Displacement Activities


Sometimes I set goals for myself. Like when I sit down to write, I’ll set forth this goal that my writing really ought to have some sort of point to it. A purpose. At a bare minimum, it should have depth, insight, and the power to stir minds. Which means that at the very least, it has to be profound enough to potentially merit a Pulitzer Prize. Or a Nobel. Which means that unless I am confident I could look forward to an early morning phone call from Sweden over whatever emerging writing I am working on, I must abandon all hope of literary aptitude and instead go do something that is more commensurate with my obviously limited abilities. This includes and is strictly limited to menial housework tasks such as washing dishes, sweeping floors or ––I know!––washing my living room windows. Here’s a helpful life hint:  Should you ever find yourself despairing over an appalling inability to meet the simplest little goal you set up for yourself, washing windows affords a good low-investment, high-reward measure to demonstrate that you are at least still good at something. Even if it’s washing windows.
            Our downstairs windows are more immaculate than they have ever been, and not just because we recently bought this crazy cleaner stuff that claims to have some sort of miracle enzymatic cleansing power along with 500+ official uses (Because it cleans windows! And window sills! And counters! Wow!) And never mind that a mysterious film, which appeared shortly after I had finished my flurry of industry now causes me to perpetually believe it is hazier outside than it actually is. At least at the end of the day, I can look at my windows and windowsills and bask in their gentle enzymatically scrubbed glow, and say to myself, I did that! I was so productive! On the other hand, I can also say that I’ve cleaned my windows more recently than I’ve posted to my blog. And for anybody who has seen my housekeeping skills, you understand how this illustrates the depths to which I’ve sunk. 

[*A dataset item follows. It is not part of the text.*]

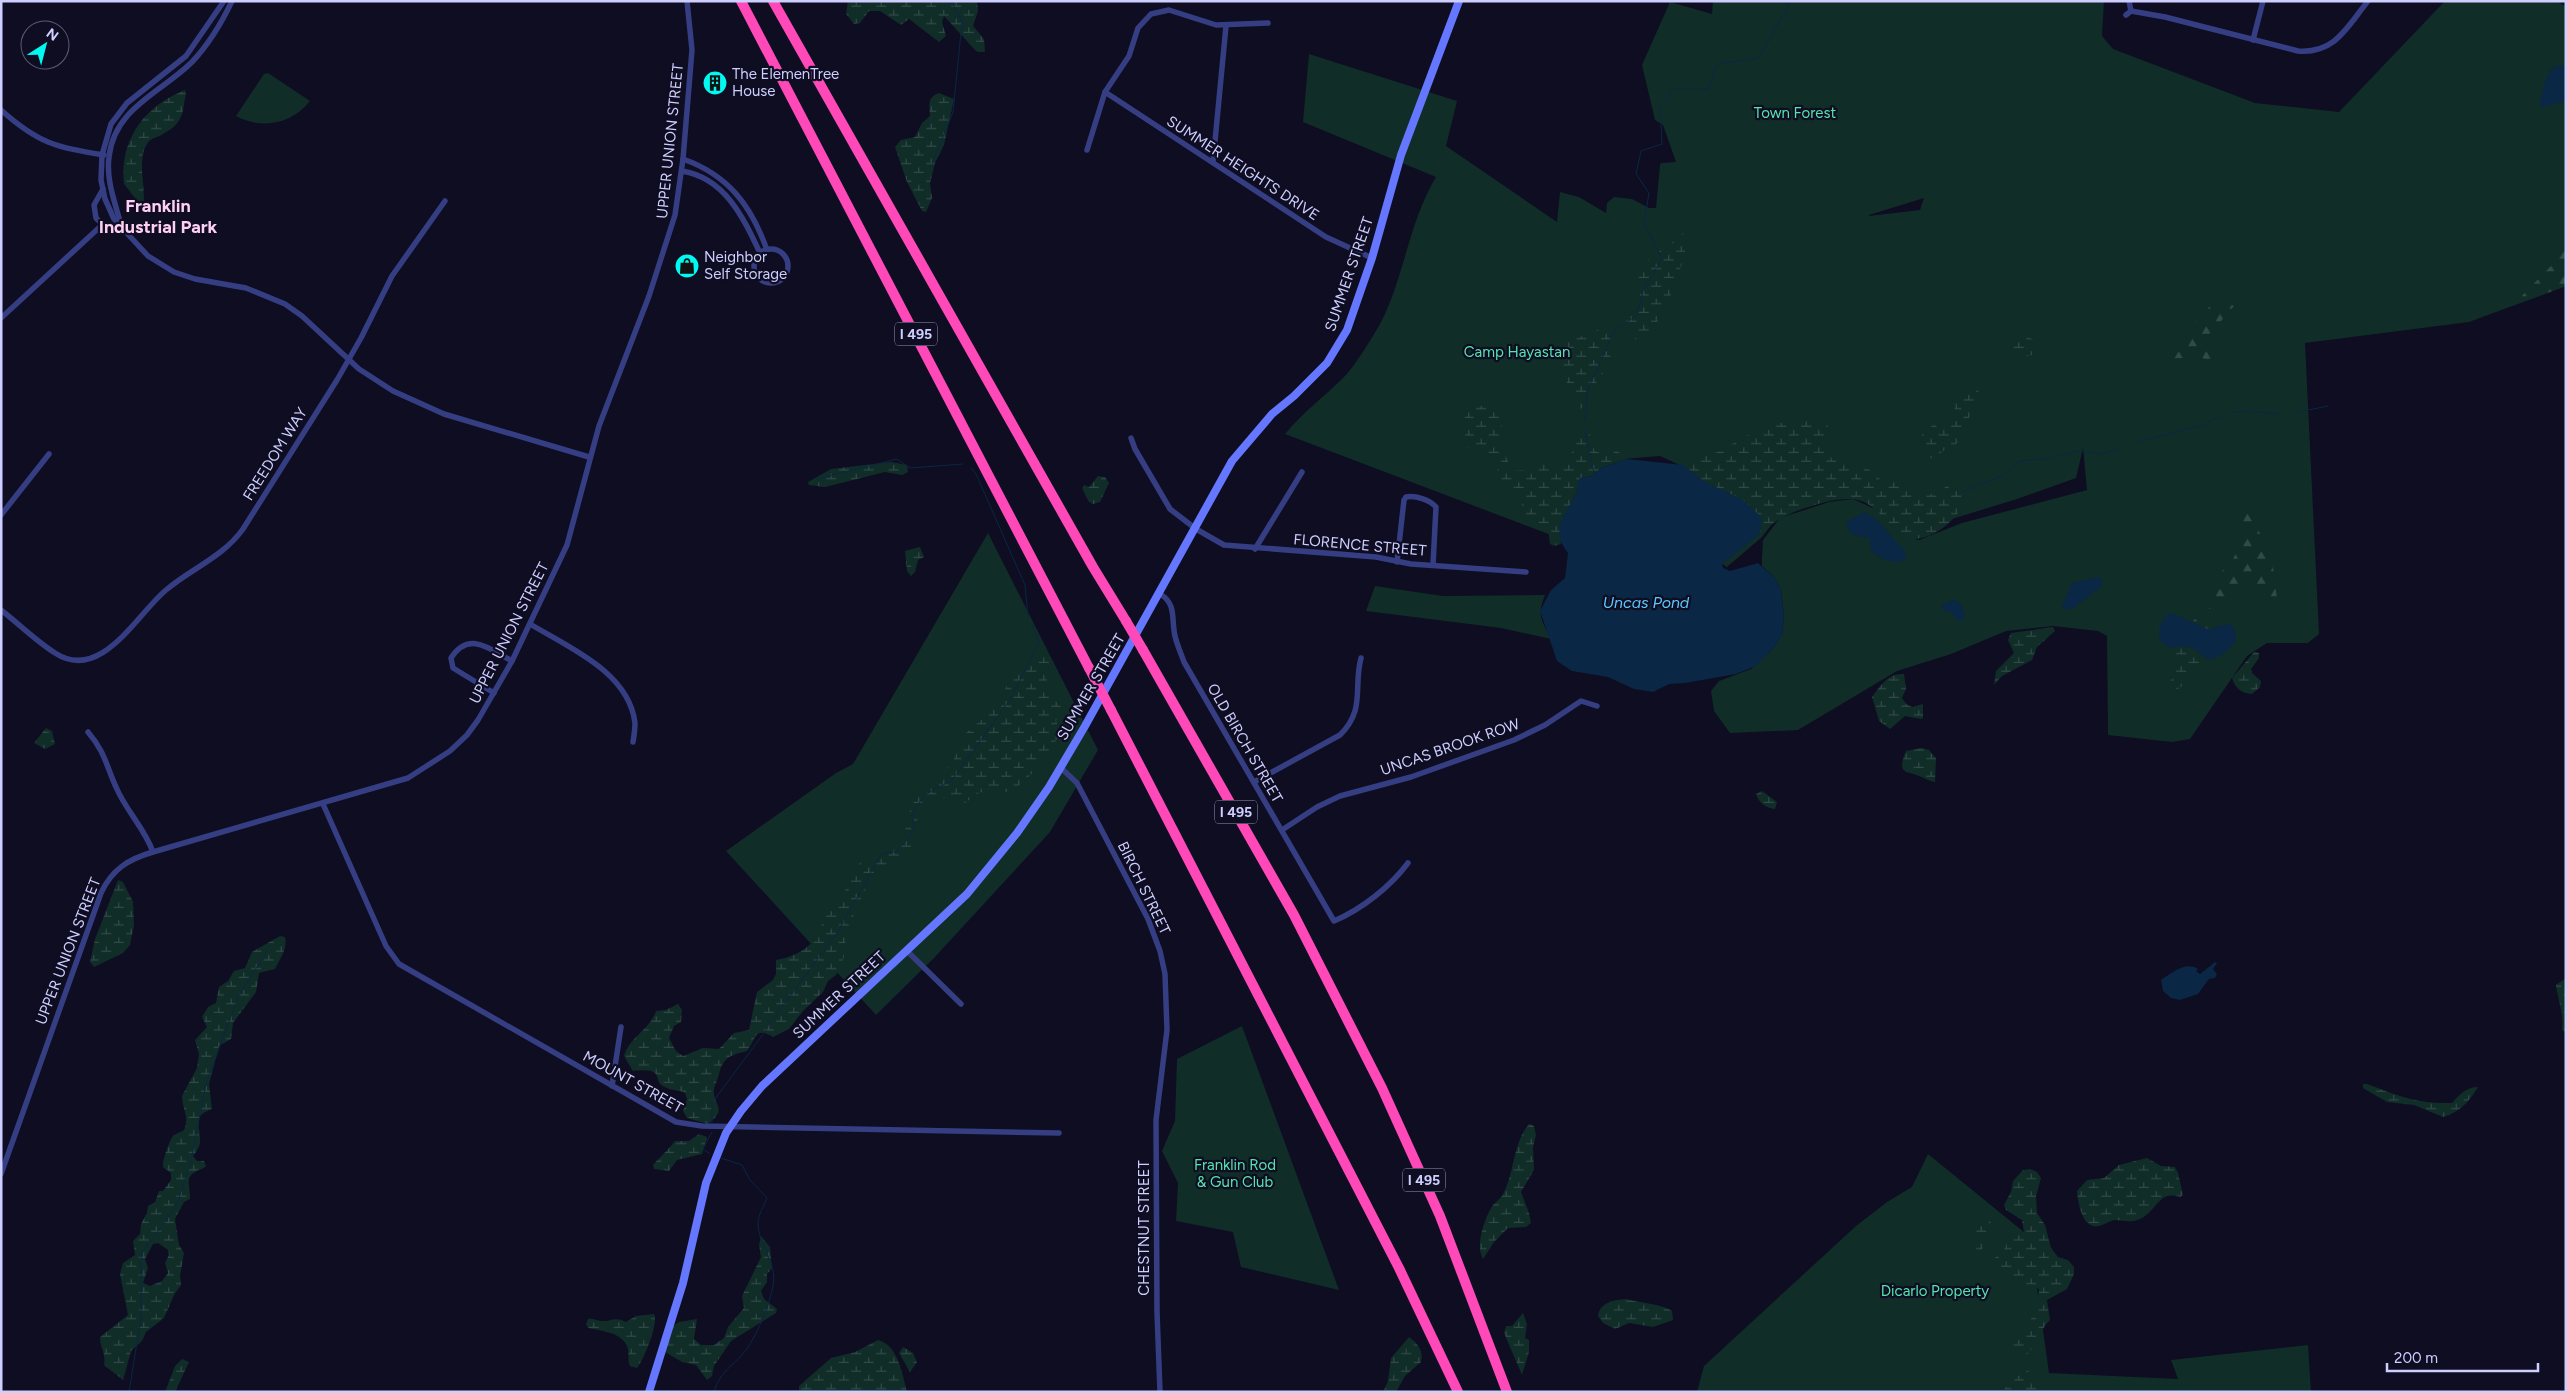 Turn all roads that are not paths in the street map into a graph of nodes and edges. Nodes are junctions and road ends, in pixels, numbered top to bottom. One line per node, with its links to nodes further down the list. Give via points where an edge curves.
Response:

            But I have other goals that help get me back on track. For instance, one of my more recent goals goes like this: Today I will finish the remaining work I have to do for my mfa program’s residency, which begins next week. Which means I absolutely will finish today. Which means that if, in an emergency-sort-of-way, I don’t, you know, finish finish, it’s okay because I still have tomorrow. Which is a relief because suddenly our sluggish washing machine seems like an urgent concern. And so does the fact that we don’t have an air conditioner and it’s hot and they’re on sale right now at Lowe’s, which is just down the road. And so does the fact that it’s been quite a while since I’ve blogged.
            Which reminds me, I think my windows really could use some washing.